● Exercise description: Print out the data exactly, keeping every image out of it.

== Given information

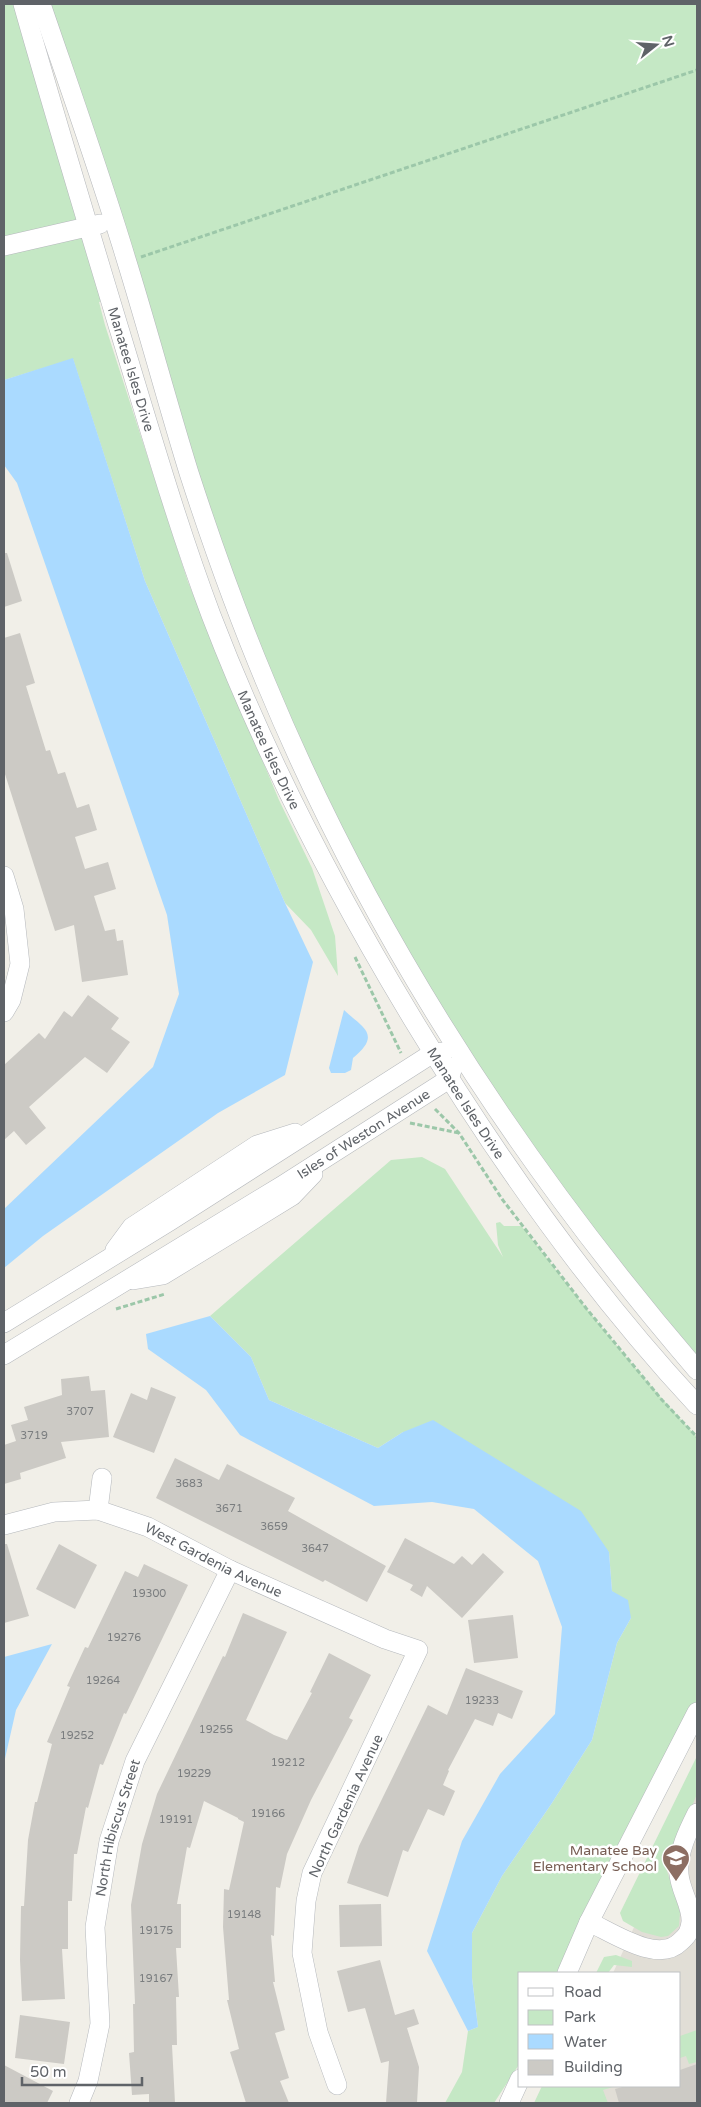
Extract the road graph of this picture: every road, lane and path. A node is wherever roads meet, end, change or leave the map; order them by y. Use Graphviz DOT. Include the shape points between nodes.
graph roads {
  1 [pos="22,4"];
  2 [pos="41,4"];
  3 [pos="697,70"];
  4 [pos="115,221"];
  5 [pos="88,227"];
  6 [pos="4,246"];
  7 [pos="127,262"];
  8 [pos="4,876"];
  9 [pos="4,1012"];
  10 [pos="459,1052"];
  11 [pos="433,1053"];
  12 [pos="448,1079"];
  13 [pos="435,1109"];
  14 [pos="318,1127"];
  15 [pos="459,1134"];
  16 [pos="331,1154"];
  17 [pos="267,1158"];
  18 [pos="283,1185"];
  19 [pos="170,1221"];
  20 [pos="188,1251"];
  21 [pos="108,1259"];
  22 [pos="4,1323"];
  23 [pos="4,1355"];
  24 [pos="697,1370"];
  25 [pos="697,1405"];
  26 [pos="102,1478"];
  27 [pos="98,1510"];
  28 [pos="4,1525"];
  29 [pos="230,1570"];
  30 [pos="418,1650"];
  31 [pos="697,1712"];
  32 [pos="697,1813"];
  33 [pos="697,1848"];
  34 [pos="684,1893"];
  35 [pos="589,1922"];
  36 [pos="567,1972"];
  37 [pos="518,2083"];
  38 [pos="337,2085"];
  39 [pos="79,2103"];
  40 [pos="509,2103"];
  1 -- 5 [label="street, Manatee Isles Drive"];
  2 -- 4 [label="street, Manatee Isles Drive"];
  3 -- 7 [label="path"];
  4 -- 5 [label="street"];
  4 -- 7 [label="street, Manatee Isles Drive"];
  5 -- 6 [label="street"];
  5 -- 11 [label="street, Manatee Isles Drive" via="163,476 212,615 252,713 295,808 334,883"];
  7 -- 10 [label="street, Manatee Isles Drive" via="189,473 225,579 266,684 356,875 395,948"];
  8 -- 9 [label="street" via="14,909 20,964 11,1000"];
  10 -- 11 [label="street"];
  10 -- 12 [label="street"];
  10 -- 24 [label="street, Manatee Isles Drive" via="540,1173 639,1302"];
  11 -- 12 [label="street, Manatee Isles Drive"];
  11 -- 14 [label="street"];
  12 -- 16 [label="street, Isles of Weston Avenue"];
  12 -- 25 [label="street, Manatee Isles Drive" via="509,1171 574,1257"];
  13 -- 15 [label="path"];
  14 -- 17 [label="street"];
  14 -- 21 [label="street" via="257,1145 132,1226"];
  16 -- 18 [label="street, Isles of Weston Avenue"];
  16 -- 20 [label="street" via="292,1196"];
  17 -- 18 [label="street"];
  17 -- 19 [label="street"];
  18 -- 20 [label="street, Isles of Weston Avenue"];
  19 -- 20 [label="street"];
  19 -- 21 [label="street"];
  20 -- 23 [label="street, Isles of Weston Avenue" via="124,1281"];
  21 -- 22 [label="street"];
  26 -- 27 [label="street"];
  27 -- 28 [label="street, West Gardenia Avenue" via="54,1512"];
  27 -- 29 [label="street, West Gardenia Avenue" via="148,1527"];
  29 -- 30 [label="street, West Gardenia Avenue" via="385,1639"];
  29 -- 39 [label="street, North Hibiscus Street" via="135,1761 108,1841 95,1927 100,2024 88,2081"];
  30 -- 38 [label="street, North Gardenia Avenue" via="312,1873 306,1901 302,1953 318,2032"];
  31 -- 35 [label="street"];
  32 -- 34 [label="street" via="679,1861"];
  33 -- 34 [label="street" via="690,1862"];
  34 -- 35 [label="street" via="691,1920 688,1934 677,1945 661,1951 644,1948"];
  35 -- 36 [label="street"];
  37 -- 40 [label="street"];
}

====

● Written answer:
Extract the road graph of this picture: every road, lane and path. A node is wherever roads meet, end, change or leave the map; order them by y. Use Graphviz DOT. Include the shape points between nodes.
graph roads {
  1 [pos="22,4"];
  2 [pos="41,4"];
  3 [pos="697,70"];
  4 [pos="115,221"];
  5 [pos="88,227"];
  6 [pos="4,246"];
  7 [pos="127,262"];
  8 [pos="4,876"];
  9 [pos="4,1012"];
  10 [pos="459,1052"];
  11 [pos="433,1053"];
  12 [pos="448,1079"];
  13 [pos="435,1109"];
  14 [pos="318,1127"];
  15 [pos="459,1134"];
  16 [pos="331,1154"];
  17 [pos="267,1158"];
  18 [pos="283,1185"];
  19 [pos="170,1221"];
  20 [pos="188,1251"];
  21 [pos="108,1259"];
  22 [pos="4,1323"];
  23 [pos="4,1355"];
  24 [pos="697,1370"];
  25 [pos="697,1405"];
  26 [pos="102,1478"];
  27 [pos="98,1510"];
  28 [pos="4,1525"];
  29 [pos="230,1570"];
  30 [pos="418,1650"];
  31 [pos="697,1712"];
  32 [pos="697,1813"];
  33 [pos="697,1848"];
  34 [pos="684,1893"];
  35 [pos="589,1922"];
  36 [pos="567,1972"];
  37 [pos="518,2083"];
  38 [pos="337,2085"];
  39 [pos="79,2103"];
  40 [pos="509,2103"];
  1 -- 5 [label="street, Manatee Isles Drive"];
  2 -- 4 [label="street, Manatee Isles Drive"];
  3 -- 7 [label="path"];
  4 -- 5 [label="street"];
  4 -- 7 [label="street, Manatee Isles Drive"];
  5 -- 6 [label="street"];
  5 -- 11 [label="street, Manatee Isles Drive" via="163,476 212,615 252,713 295,808 334,883"];
  7 -- 10 [label="street, Manatee Isles Drive" via="189,473 225,579 266,684 356,875 395,948"];
  8 -- 9 [label="street" via="14,909 20,964 11,1000"];
  10 -- 11 [label="street"];
  10 -- 12 [label="street"];
  10 -- 24 [label="street, Manatee Isles Drive" via="540,1173 639,1302"];
  11 -- 12 [label="street, Manatee Isles Drive"];
  11 -- 14 [label="street"];
  12 -- 16 [label="street, Isles of Weston Avenue"];
  12 -- 25 [label="street, Manatee Isles Drive" via="509,1171 574,1257"];
  13 -- 15 [label="path"];
  14 -- 17 [label="street"];
  14 -- 21 [label="street" via="257,1145 132,1226"];
  16 -- 18 [label="street, Isles of Weston Avenue"];
  16 -- 20 [label="street" via="292,1196"];
  17 -- 18 [label="street"];
  17 -- 19 [label="street"];
  18 -- 20 [label="street, Isles of Weston Avenue"];
  19 -- 20 [label="street"];
  19 -- 21 [label="street"];
  20 -- 23 [label="street, Isles of Weston Avenue" via="124,1281"];
  21 -- 22 [label="street"];
  26 -- 27 [label="street"];
  27 -- 28 [label="street, West Gardenia Avenue" via="54,1512"];
  27 -- 29 [label="street, West Gardenia Avenue" via="148,1527"];
  29 -- 30 [label="street, West Gardenia Avenue" via="385,1639"];
  29 -- 39 [label="street, North Hibiscus Street" via="135,1761 108,1841 95,1927 100,2024 88,2081"];
  30 -- 38 [label="street, North Gardenia Avenue" via="312,1873 306,1901 302,1953 318,2032"];
  31 -- 35 [label="street"];
  32 -- 34 [label="street" via="679,1861"];
  33 -- 34 [label="street" via="690,1862"];
  34 -- 35 [label="street" via="691,1920 688,1934 677,1945 661,1951 644,1948"];
  35 -- 36 [label="street"];
  37 -- 40 [label="street"];
}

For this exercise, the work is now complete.